Collected data entries:
-------------------------

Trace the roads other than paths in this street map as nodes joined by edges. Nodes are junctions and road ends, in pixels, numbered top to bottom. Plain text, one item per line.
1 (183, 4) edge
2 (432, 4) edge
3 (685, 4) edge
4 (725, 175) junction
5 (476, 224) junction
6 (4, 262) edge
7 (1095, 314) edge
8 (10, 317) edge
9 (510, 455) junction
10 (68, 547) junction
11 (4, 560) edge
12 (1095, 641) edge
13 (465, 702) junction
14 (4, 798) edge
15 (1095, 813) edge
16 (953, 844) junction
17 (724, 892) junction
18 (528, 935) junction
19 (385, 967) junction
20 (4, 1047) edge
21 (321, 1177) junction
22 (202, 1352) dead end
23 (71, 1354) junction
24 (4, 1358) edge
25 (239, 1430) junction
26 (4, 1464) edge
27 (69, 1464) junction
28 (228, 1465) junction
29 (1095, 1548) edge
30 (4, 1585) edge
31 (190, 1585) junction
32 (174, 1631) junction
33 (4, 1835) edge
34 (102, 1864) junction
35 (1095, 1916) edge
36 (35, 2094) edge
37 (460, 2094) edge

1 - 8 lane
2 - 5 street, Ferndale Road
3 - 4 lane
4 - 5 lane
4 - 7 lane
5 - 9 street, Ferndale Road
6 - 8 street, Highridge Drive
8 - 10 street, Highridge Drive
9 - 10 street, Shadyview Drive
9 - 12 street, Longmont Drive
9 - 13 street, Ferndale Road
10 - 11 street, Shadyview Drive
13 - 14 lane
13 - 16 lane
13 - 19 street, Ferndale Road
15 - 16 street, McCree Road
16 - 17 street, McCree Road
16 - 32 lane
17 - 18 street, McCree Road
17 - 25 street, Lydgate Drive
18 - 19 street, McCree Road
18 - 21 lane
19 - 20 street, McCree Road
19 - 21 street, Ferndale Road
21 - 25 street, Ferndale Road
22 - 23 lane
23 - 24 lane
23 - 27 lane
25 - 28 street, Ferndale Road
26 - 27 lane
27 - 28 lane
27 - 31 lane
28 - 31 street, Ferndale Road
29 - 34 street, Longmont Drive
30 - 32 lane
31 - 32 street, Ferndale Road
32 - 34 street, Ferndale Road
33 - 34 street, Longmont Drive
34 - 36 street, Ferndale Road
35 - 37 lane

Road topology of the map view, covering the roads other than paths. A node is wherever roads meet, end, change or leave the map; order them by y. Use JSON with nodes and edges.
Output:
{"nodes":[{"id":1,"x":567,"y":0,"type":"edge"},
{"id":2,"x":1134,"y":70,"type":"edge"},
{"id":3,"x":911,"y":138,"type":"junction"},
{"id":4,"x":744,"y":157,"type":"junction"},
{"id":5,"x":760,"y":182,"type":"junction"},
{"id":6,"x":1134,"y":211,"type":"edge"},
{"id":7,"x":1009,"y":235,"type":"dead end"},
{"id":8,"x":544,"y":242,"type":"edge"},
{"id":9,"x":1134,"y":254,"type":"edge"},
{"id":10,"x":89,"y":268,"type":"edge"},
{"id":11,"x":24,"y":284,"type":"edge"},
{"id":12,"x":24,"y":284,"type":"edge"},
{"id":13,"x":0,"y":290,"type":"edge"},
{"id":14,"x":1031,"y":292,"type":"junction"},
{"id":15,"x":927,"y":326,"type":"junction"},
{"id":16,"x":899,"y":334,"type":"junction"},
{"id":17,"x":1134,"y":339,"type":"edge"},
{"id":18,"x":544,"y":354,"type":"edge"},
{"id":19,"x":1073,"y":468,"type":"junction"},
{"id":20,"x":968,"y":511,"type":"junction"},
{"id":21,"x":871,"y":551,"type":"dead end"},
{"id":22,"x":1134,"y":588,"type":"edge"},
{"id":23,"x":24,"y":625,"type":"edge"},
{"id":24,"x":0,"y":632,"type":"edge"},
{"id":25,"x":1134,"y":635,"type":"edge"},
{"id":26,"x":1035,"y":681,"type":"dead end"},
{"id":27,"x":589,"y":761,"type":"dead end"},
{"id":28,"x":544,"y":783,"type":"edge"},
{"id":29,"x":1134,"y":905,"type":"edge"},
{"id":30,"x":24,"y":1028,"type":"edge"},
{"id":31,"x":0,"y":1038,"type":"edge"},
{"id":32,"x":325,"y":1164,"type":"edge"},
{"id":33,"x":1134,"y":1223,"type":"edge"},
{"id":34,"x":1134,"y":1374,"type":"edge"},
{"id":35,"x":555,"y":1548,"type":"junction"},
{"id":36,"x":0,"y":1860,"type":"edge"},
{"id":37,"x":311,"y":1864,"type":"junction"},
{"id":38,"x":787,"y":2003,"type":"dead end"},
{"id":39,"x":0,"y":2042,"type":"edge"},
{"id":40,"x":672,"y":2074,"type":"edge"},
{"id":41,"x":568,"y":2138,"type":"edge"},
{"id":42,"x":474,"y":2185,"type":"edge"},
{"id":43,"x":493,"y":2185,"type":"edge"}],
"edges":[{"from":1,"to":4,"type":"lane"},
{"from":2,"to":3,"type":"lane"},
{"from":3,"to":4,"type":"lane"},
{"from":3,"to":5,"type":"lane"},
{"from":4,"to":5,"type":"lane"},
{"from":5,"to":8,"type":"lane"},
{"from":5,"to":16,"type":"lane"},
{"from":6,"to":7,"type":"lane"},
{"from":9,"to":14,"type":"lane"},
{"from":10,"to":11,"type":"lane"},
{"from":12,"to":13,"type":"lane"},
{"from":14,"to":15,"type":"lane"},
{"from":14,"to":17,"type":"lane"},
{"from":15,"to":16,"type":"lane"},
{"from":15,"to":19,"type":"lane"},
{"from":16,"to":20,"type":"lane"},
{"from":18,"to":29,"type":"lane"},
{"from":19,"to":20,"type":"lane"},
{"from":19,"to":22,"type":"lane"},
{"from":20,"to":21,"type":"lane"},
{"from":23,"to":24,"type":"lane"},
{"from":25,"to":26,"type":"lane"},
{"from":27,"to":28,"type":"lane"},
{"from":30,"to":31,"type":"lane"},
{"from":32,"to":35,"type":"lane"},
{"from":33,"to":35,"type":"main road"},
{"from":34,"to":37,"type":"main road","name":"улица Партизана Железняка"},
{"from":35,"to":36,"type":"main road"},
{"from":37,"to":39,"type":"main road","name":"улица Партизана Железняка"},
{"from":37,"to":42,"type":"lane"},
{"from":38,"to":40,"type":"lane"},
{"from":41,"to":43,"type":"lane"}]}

-------------------------

**Exercise instructions:**
Say only how many lines in the records carry the word "Железняка".

**Solution to the problem:**
2